Martin Gibson est le premier reporter autorisé à s’embarquer sur « L’Ares », qui effectue son voyage d’essai vers la colonie sidérale. Dès le décollage, la réalité dément toutes ses prévisions ; loin d’être fastidieuse comme il se l’imaginait, cette croisière ne tarde pas à lui ouvrir les yeux sur mille problèmes insoupçonnés du public. Mais les étonnements de Gibson se multiplient à son arrivée sur Mars. S’il y découvre une étrange colonie en pleine activité, il sent aussi que l’amabilité dont on l’entoure est factice. Il fait figure d’intrus, d’indésirable. Pourquoi ?
Persuadé qu’on se ligue contre lui pour dissimuler un important secret, Gibson se met en tête d’élucider cette énigme.

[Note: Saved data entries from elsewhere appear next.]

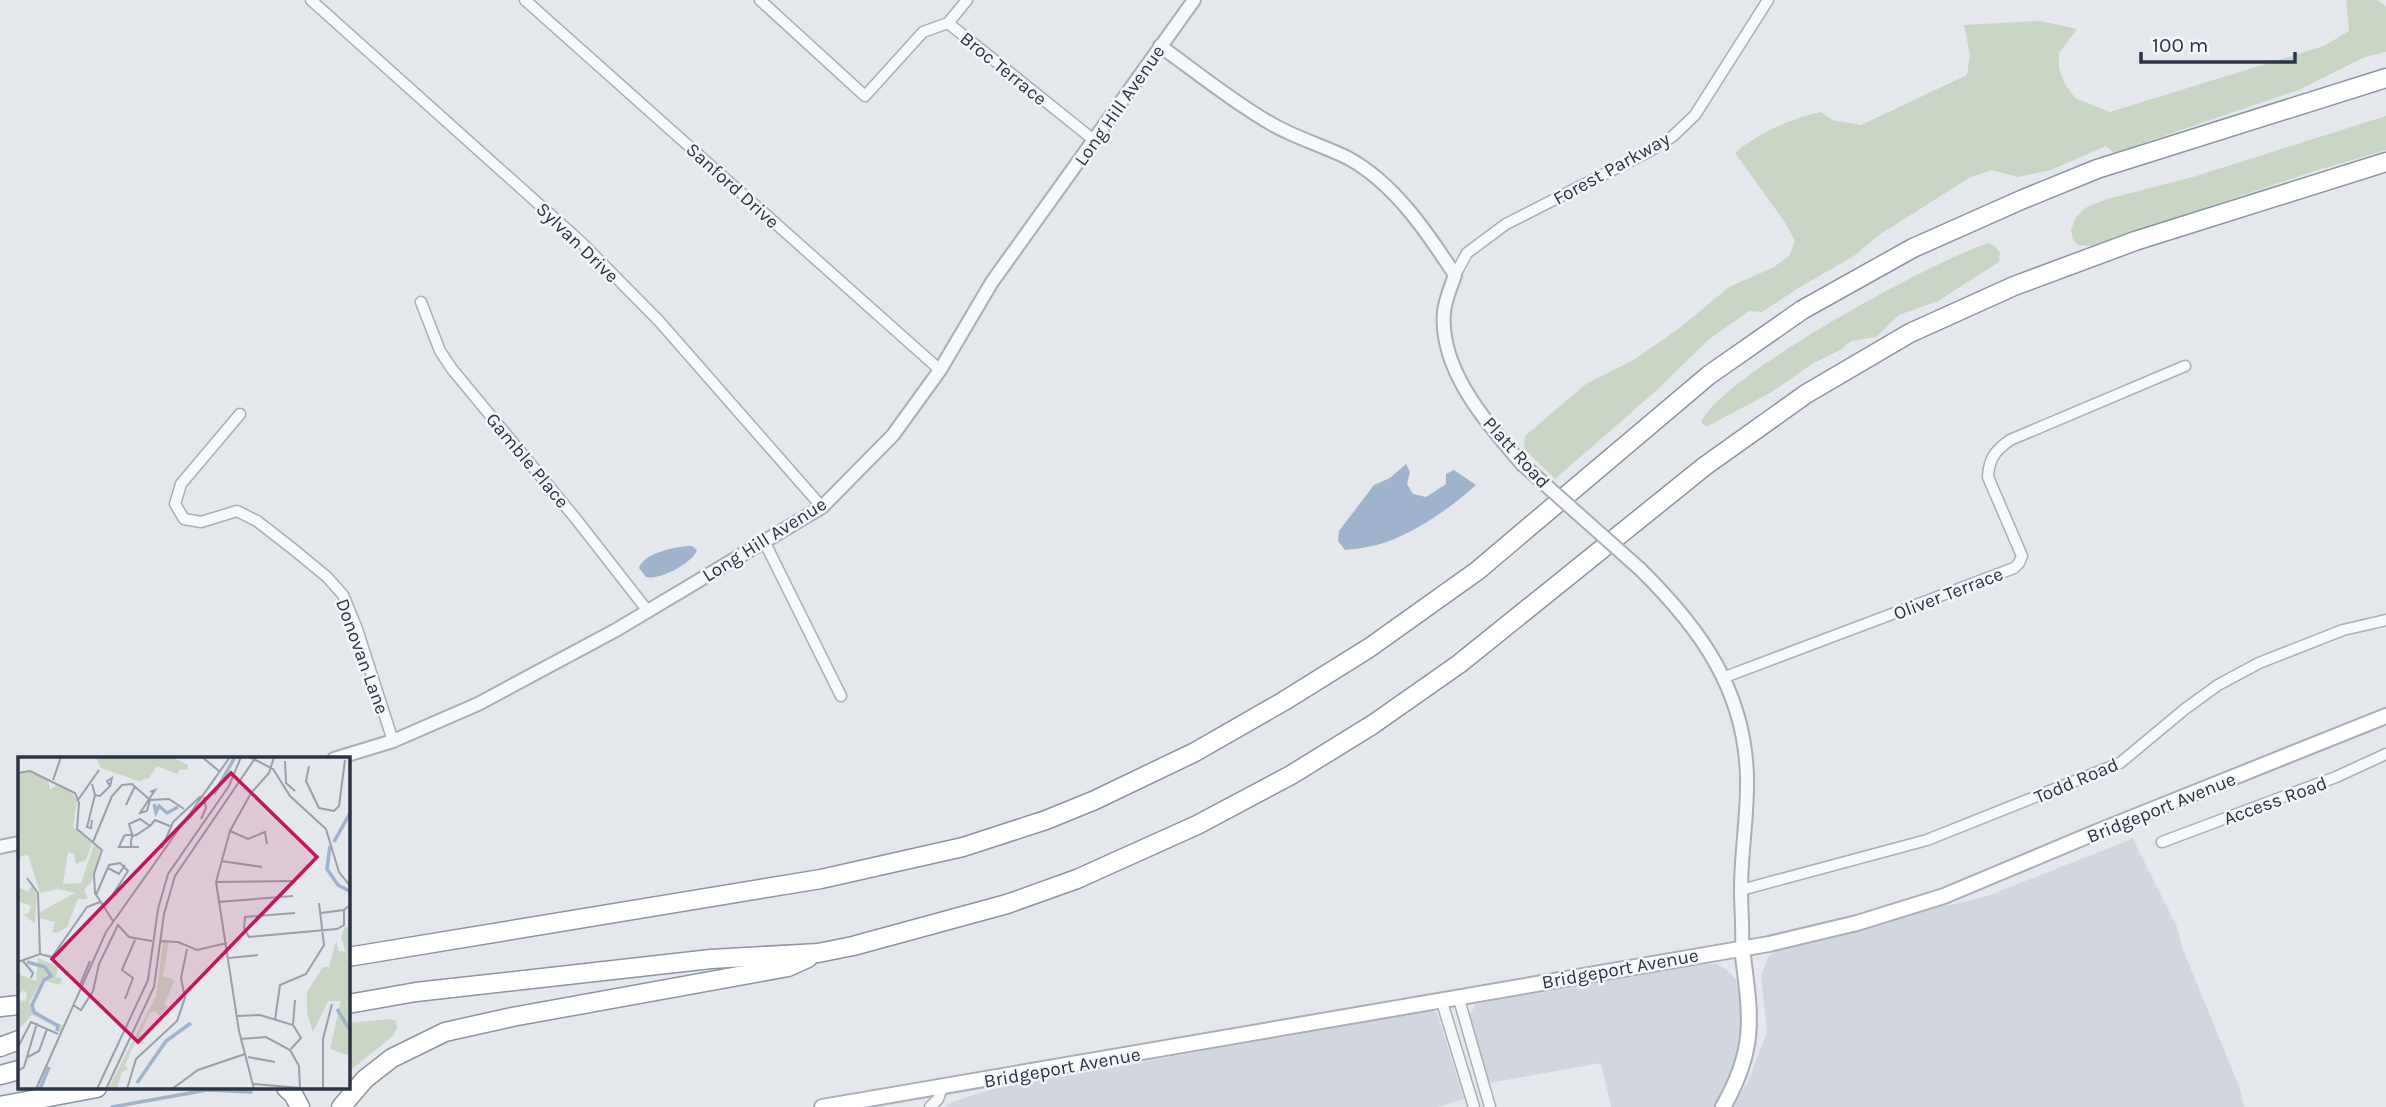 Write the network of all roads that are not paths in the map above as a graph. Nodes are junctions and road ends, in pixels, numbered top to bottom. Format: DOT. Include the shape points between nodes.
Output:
graph roads {
  1 [pos="312,0"];
  2 [pos="525,0"];
  3 [pos="760,0"];
  4 [pos="967,0"];
  5 [pos="1194,0"];
  6 [pos="1768,0"];
  7 [pos="948,23"];
  8 [pos="1160,46"];
  9 [pos="2386,78"];
  10 [pos="1095,141"];
  11 [pos="2386,162"];
  12 [pos="1455,275"];
  13 [pos="421,302"];
  14 [pos="2185,366"];
  15 [pos="940,370"];
  16 [pos="240,414"];
  17 [pos="822,507"];
  18 [pos="764,541"];
  19 [pos="647,610"];
  20 [pos="2386,620"];
  21 [pos="1724,677"];
  22 [pos="841,696"];
  23 [pos="2386,716"];
  24 [pos="393,741"];
  25 [pos="2386,754"];
  26 [pos="341,757"];
  27 [pos="2162,842"];
  28 [pos="18,843"];
  29 [pos="0,847"];
  30 [pos="1741,890"];
  31 [pos="1742,948"];
  32 [pos="818,953"];
  33 [pos="350,957"];
  34 [pos="1458,996"];
  35 [pos="1441,999"];
  36 [pos="350,1004"];
  37 [pos="18,1006"];
  38 [pos="0,1007"];
  39 [pos="18,1040"];
  40 [pos="0,1047"];
  41 [pos="18,1070"];
  42 [pos="0,1075"];
  43 [pos="942,1087"];
  44 [pos="86,1090"];
  45 [pos="288,1090"];
  46 [pos="0,1106"];
  47 [pos="300,1107"];
  48 [pos="341,1107"];
  49 [pos="822,1107"];
  50 [pos="930,1107"];
  51 [pos="1474,1107"];
  52 [pos="1490,1107"];
  53 [pos="1723,1107"];
  1 -- 17 [label="street, Sylvan Drive" via="581,242 659,321"];
  2 -- 15 [label="street, Sanford Drive"];
  3 -- 7 [label="street, Broc Terrace" via="865,96 923,32"];
  4 -- 7 [label="street"];
  5 -- 8 [label="street, Long Hill Avenue"];
  6 -- 12 [label="street, Forest Parkway" via="1711,92 1684,126 1648,152 1506,224 1467,253"];
  7 -- 10 [label="street, Broc Terrace"];
  8 -- 10 [label="street, Long Hill Avenue"];
  8 -- 12 [label="street" via="1268,122 1324,146 1375,176 1395,195"];
  9 -- 33 [label="highway" via="2097,169 1913,248 1802,310 1709,375 1478,571 1369,648 1195,751 1095,800 963,847 821,879"];
  10 -- 15 [label="street, Long Hill Avenue" via="992,282"];
  11 -- 32 [label="highway" via="2123,246 2014,286 1910,334 1806,394 1705,466 1459,664 1291,775 1077,880 1007,904"];
  12 -- 21 [label="street, Platt Road, bridge" via="1444,311 1445,338 1460,378 1486,419 1522,464 1685,615"];
  13 -- 19 [label="street, Gamble Place" via="452,369"];
  14 -- 21 [label="street, Oliver Terrace" via="1996,450 1989,477 2022,556 2014,568"];
  15 -- 17 [label="street, Long Hill Avenue" via="893,435"];
  16 -- 24 [label="street, Donovan Lane" via="181,484 175,504 184,519 201,522 237,511 257,521 327,577 343,595"];
  17 -- 18 [label="street, Long Hill Avenue"];
  18 -- 19 [label="street, Long Hill Avenue"];
  18 -- 22 [label="street"];
  19 -- 24 [label="street, Long Hill Avenue" via="478,704"];
  20 -- 30 [label="street, Todd Road" via="2343,630 2249,668 2185,709 2120,763 1927,840"];
  21 -- 30 [label="street, Platt Road" via="1745,737"];
  23 -- 31 [label="main road, Bridgeport Avenue" via="1944,896 1857,923"];
  24 -- 26 [label="street, Long Hill Avenue"];
  25 -- 27 [label="street, Access Road"];
  28 -- 29 [label="street"];
  30 -- 31 [label="street, Platt Road"];
  31 -- 34 [label="main road, Bridgeport Avenue"];
  31 -- 53 [label="main road" via="1749,1041"];
  32 -- 36 [label="highway" via="711,959"];
  32 -- 48 [label="highway" via="788,967 445,1032 392,1058 365,1079"];
  34 -- 35 [label="main road, Bridgeport Avenue"];
  34 -- 52 [label="street"];
  35 -- 43 [label="main road, Bridgeport Avenue"];
  35 -- 51 [label="street"];
  37 -- 38 [label="highway"];
  39 -- 40 [label="highway"];
  41 -- 42 [label="highway"];
  43 -- 49 [label="main road, Bridgeport Avenue"];
  43 -- 50 [label="street"];
  44 -- 46 [label="highway"];
  45 -- 47 [label="highway"];
} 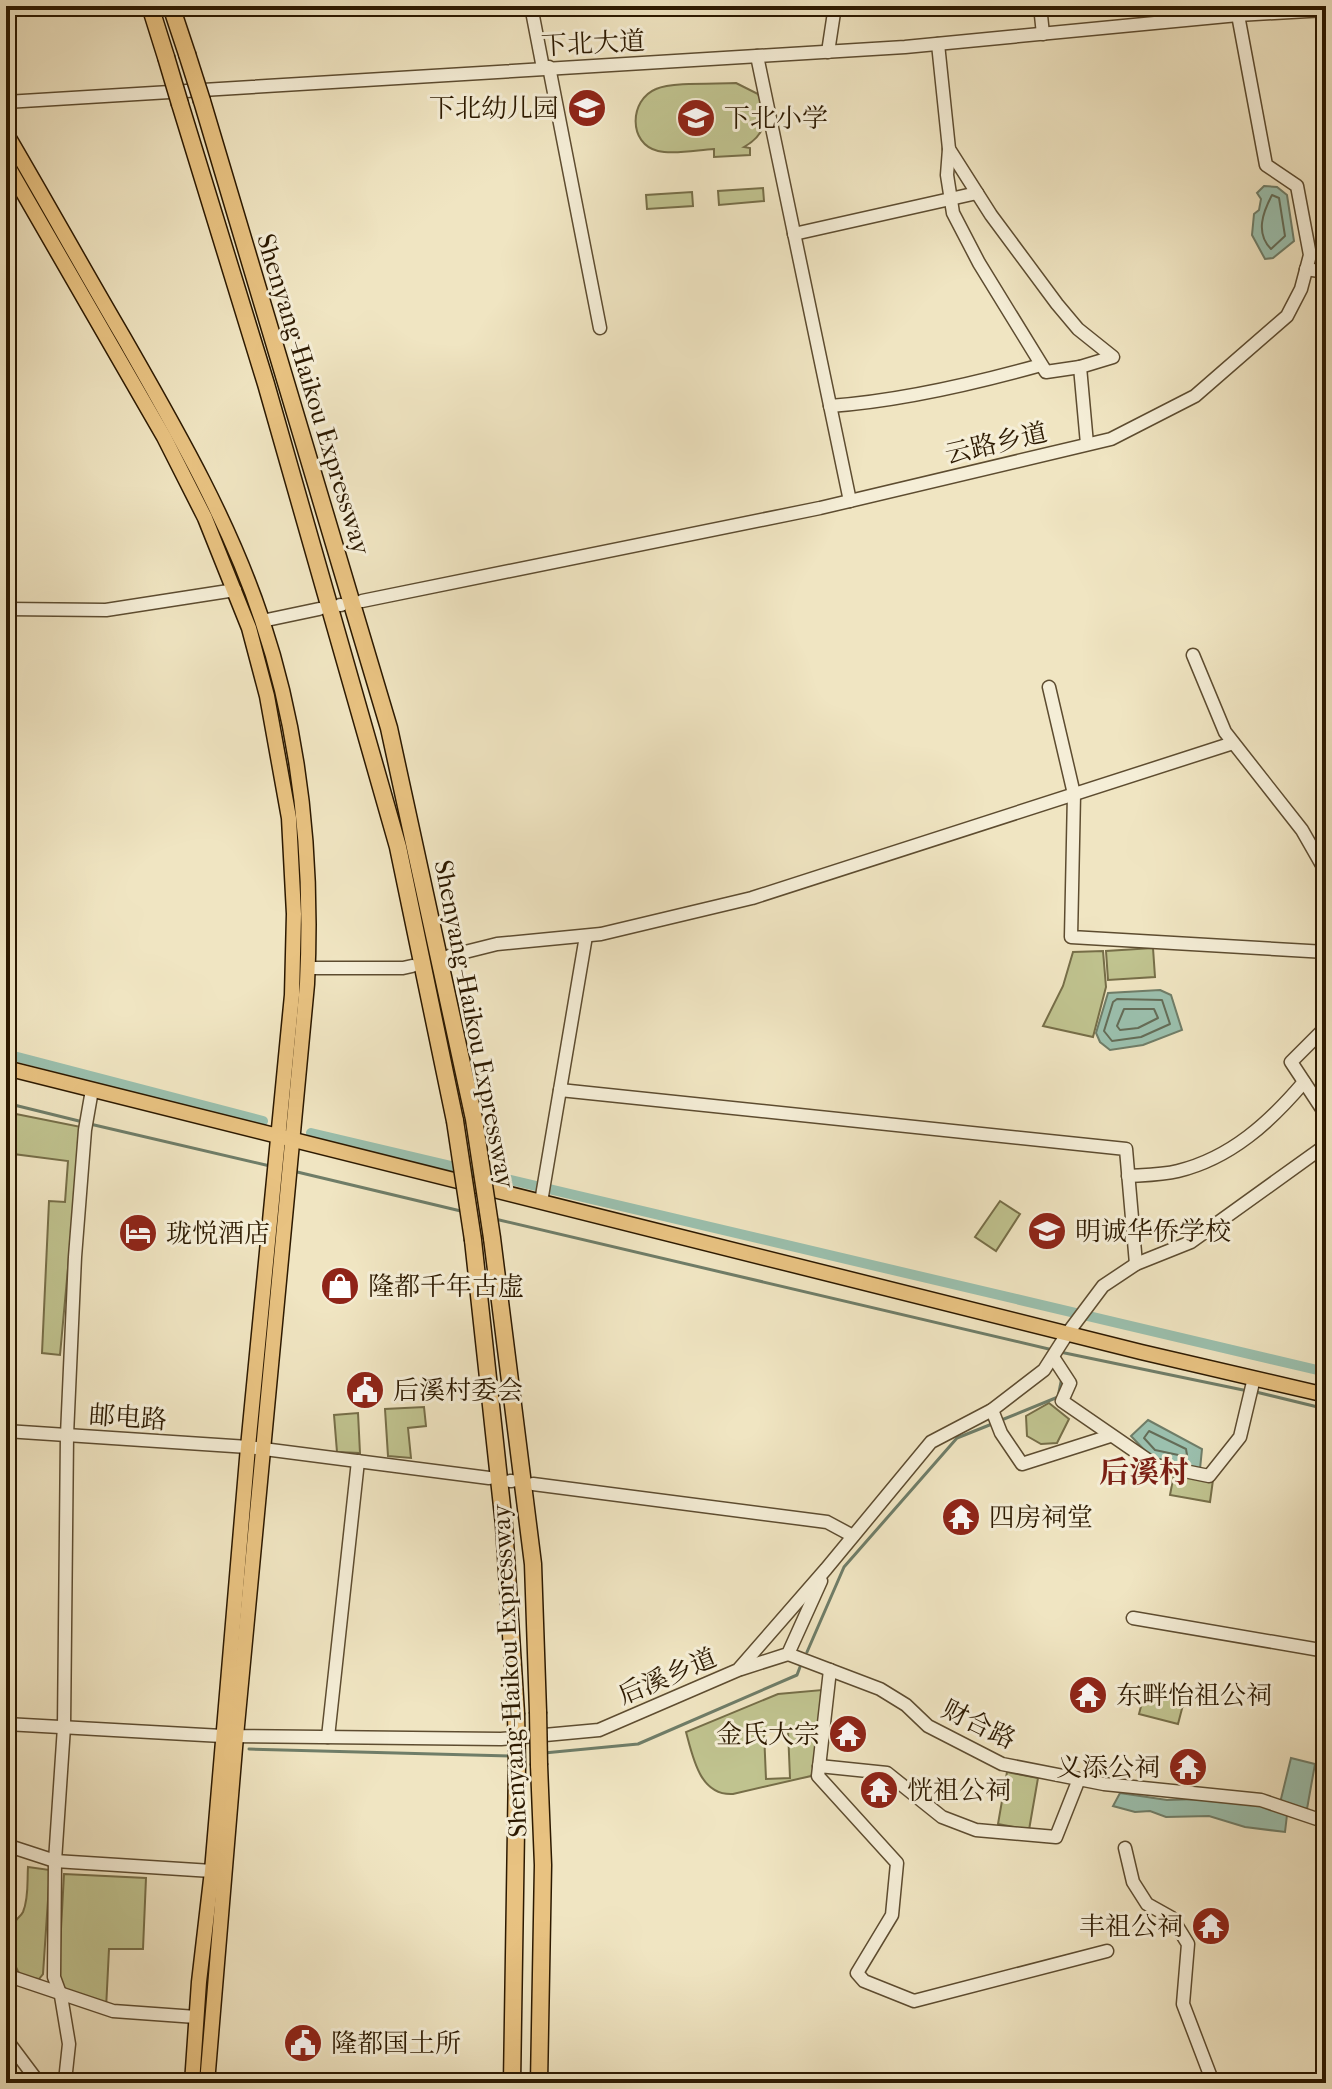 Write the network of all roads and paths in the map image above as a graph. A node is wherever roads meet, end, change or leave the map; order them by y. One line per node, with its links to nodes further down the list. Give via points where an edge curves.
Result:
1 (150, 6): 92 (highway, Shenyang-Haikou Expressway, bridge, via 266,384 398,847 455,1121 504,1525 516,1713)
2 (171, 6): 93 (highway, Shenyang-Haikou Expressway, bridge, via 389,728 474,1119 533,1564 543,1865)
3 (531, 6): 12 (street)
4 (835, 6): 10 (street)
5 (1040, 6): 8 (street)
6 (1326, 10): 7 (street, 下北大道)
7 (1238, 11): 8 (street, 下北大道); 20 (street, 云路乡道, via 1266,165 1297,186 1310,255)
8 (1043, 34): 9 (street, 下北大道)
9 (938, 44): 10 (street, 下北大道); 15 (street)
10 (828, 52): 11 (street, 下北大道)
11 (757, 56): 12 (street, 下北大道); 19 (street)
12 (546, 68): 13 (street, 下北大道); 22 (street)
13 (6, 102)
14 (6, 133): 32 (main road, via 212,497)
15 (949, 149): 17 (street); 18 (street)
16 (6, 163): 28 (main road, via 164,437)
17 (977, 193): 18 (street); 24 (street, via 1057,304 1113,357)
18 (951, 199): 19 (street); 23 (street, via 979,263)
19 (794, 234): 25 (street)
20 (1306, 269): 21 (street); 26 (street, 云路乡道, via 1287,316 1195,396 1111,439)
21 (1326, 272)
22 (600, 328)
23 (1041, 365): 24 (street, via 1046,372); 25 (street, via 989,380)
24 (1080, 367): 26 (street)
25 (830, 406): 27 (street)
26 (1087, 444): 27 (street, 云路乡道)
27 (850, 501): 29 (street, 云路乡道)
28 (235, 590): 30 (street, via 106,610); 49 (main road, via 267,696 289,818 294,960)
29 (362, 601)
30 (6, 609)
31 (319, 609): 32 (street)
32 (262, 621): 42 (main road, via 295,752 309,886)
33 (1193, 655): 35 (street)
34 (1049, 687): 36 (street)
35 (1233, 743): 36 (street); 37 (street, via 1302,830)
36 (1074, 794): 38 (street, via 752,898); 39 (street, via 1071,937)
37 (1326, 872)
38 (586, 936): 40 (street, via 497,944); 47 (street)
39 (1326, 952)
40 (449, 956)
41 (412, 966): 42 (street)
42 (308, 968): 49 (main road)
43 (1326, 1027): 45 (street, via 1291,1062)
44 (6, 1068): 46 (main road)
45 (1304, 1082): 48 (street); 51 (street, via 1276,1115 1228,1152 1178,1171)
46 (92, 1090): 49 (main road); 59 (street, via 75,1257)
47 (560, 1090): 51 (street, via 1126,1149); 52 (street)
48 (1326, 1115)
49 (285, 1138): 52 (main road); 61 (main road)
50 (1326, 1145): 53 (street, 后溪乡道, via 1191,1242)
51 (1128, 1176): 53 (street)
52 (541, 1202): 54 (main road)
53 (1136, 1264): 54 (street, 后溪乡道, via 1103,1286)
54 (1060, 1345): 55 (main road); 57 (street, 后溪乡道, via 1044,1370); 60 (street, via 1063,1373 1070,1383 1062,1401)
55 (1252, 1387): 56 (main road); 60 (street, via 1240,1437 1209,1476 1155,1465)
56 (1326, 1395)
57 (995, 1417): 60 (street, via 1022,1464); 65 (street, 后溪乡道, via 931,1442)
58 (6, 1431): 59 (street, 邮电路)
59 (67, 1435): 61 (street, 邮电路); 73 (street)
60 (1110, 1436)
61 (255, 1448): 62 (street, 邮电路); 74 (main road)
62 (358, 1461): 63 (street, 邮电路); 75 (street)
63 (489, 1478)
64 (533, 1484): 65 (street, via 827,1522)
65 (853, 1536): 66 (street, 后溪乡道)
66 (826, 1569): 69 (street); 70 (street, 后溪乡道)
67 (1133, 1618): 68 (street)
68 (1326, 1651)
69 (788, 1654): 70 (street); 71 (street, 财合路)
70 (738, 1670): 75 (street, 后溪乡道, via 599,1730 501,1739)
71 (830, 1670): 76 (street); 77 (street, 财合路, via 880,1689 928,1726 1002,1764)
72 (6, 1724): 73 (street, 后溪乡道)
73 (64, 1727): 74 (street, 后溪乡道); 81 (street)
74 (229, 1736): 75 (street, 后溪乡道); 82 (main road); 91 (main road)
75 (328, 1737)
76 (819, 1766): 77 (street, via 887,1773 942,1817 976,1830 1056,1837); 83 (street, via 818,1776 897,1863 892,1915 857,1973 864,1981 914,2001)
77 (1079, 1779): 78 (street, 财合路, via 1261,1800)
78 (1326, 1822)
79 (6, 1845): 81 (street)
80 (1125, 1848): 94 (street, via 1133,1882 1147,1904 1172,1918 1188,1944 1183,2004 1212,2080)
81 (55, 1861): 82 (street); 85 (street, via 54,1977)
82 (212, 1871): 86 (main road)
83 (1107, 1951)
84 (6, 1975): 85 (street)
85 (61, 1996): 86 (street, via 113,2011); 89 (street, via 69,2044)
86 (196, 2017): 90 (main road)
87 (6, 2039): 88 (street)
88 (39, 2083)
89 (61, 2083)
90 (192, 2083)
91 (207, 2083)
92 (512, 2083)
93 (539, 2083)
94 (1218, 2083)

Il n’y parviendrait pas si, au hasard d’une exploration,une singulière trouvaille ne lui valait une soudaine célébrité parmi les colons.
A mesure qu’il pénètre plus avant dans les secrets de la cité martienne, il est gagné par l’enthousiasme. Oubliant ses devoirs de reporter pour participer à l’extraordinaire bataille que les pionniers livrent contre la sauvagerie glacée de la planète, il n’informe pas la Terre de ce qu’il apprend.
Martin Gibson est lui-même conquis par ce monde désolé mais riche de promesses, au point que le retour sur sa planète natale ne lui semble plus souhaitable,
Quels sont donc les sortilèges qui enchaînent Gibson à la première cité extra-terrestre ? Pourquoi est-il devenu un autre homme ?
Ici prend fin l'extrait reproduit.